Posted by: brittany marie | June 24, 2008

quiero jugar en un partido

This past Sunday I got schooled by about twenty eleven year olds on a grassy soccer field in San Martin, El Salvador. I wasn’t that I couldn’t play; just I was not as talented as the children on the opposing team. They were like miniature FIFA stars.

 

But that’s how that country runs. I’m pretty sure that all El Salvadorian children come out of the womb kicking a soccer ball and screaming, “¡Gol!” I’m not even sure how great their national team is or when they play or if I could even see them on ESPN or such…but I know that it’s important to the kids.

 

After that game where my team was defeated by fiercely competitive children, there was another game between the older men. I don’t often see groups of older men and younger teens engaging in a serious sports game. They played hard and it wasn’t until Will, now nicknamed the “Rey de Fútbol,” joined that game that either team scored. He raced across the field with very little effort for a man of his age, and took command scoring seven goals.

 

The best part was how laid back the whole Sunday afternoon had been and how people sat in small groups, filling in the shaded grassy areas around the field’s perimeter. They talked, laughed, watched.

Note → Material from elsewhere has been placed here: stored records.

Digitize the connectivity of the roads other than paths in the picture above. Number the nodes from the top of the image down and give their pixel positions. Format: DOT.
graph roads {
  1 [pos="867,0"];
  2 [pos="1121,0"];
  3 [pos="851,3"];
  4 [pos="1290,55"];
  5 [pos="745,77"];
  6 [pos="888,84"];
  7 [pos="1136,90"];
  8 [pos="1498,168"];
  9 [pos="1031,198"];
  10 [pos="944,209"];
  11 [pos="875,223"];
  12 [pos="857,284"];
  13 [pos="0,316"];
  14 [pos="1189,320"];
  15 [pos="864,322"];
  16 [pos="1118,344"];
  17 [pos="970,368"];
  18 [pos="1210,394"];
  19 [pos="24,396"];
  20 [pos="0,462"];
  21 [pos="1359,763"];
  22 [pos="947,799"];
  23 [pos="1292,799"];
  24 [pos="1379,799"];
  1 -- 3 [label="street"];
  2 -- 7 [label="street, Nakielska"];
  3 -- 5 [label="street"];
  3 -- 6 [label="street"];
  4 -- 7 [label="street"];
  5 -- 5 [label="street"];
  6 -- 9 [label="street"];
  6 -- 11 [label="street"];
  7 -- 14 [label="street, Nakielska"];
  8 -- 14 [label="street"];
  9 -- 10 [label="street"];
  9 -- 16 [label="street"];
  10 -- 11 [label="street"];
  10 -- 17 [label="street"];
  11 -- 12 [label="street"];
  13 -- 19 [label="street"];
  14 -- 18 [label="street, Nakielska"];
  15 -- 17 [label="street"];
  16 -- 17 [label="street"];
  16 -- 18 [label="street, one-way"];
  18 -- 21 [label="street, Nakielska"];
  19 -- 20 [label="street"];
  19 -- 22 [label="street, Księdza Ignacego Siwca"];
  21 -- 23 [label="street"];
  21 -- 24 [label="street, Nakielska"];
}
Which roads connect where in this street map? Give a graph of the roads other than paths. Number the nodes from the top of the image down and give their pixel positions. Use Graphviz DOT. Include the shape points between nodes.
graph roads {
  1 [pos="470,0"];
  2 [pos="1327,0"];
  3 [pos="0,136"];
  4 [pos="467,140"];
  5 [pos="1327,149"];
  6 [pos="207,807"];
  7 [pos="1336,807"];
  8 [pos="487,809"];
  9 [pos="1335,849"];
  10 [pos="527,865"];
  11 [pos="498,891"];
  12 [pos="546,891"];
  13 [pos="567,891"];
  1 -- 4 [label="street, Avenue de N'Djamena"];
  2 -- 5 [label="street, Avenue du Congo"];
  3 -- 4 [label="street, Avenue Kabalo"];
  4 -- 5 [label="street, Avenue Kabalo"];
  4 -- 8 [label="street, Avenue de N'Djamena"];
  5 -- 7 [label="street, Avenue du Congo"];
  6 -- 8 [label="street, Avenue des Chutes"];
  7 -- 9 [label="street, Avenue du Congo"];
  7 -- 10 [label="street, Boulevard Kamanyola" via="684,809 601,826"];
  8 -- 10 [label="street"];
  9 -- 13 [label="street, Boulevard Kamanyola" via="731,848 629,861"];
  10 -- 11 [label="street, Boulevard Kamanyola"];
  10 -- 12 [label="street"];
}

The sun overhead was slightly crazier than the Georgia sun, as were the clouds…and there were moments bathed in bright severe heat and dark soothing breezes.

 

And on the field, United States missionaries confessed their lack of fútbol prowess but continued to run all they had into every kick and pass. The El Salvadorians didn’t laugh or mock but played as if all were equals. Everyone played their heart out.

 

It was and is a beautiful thing.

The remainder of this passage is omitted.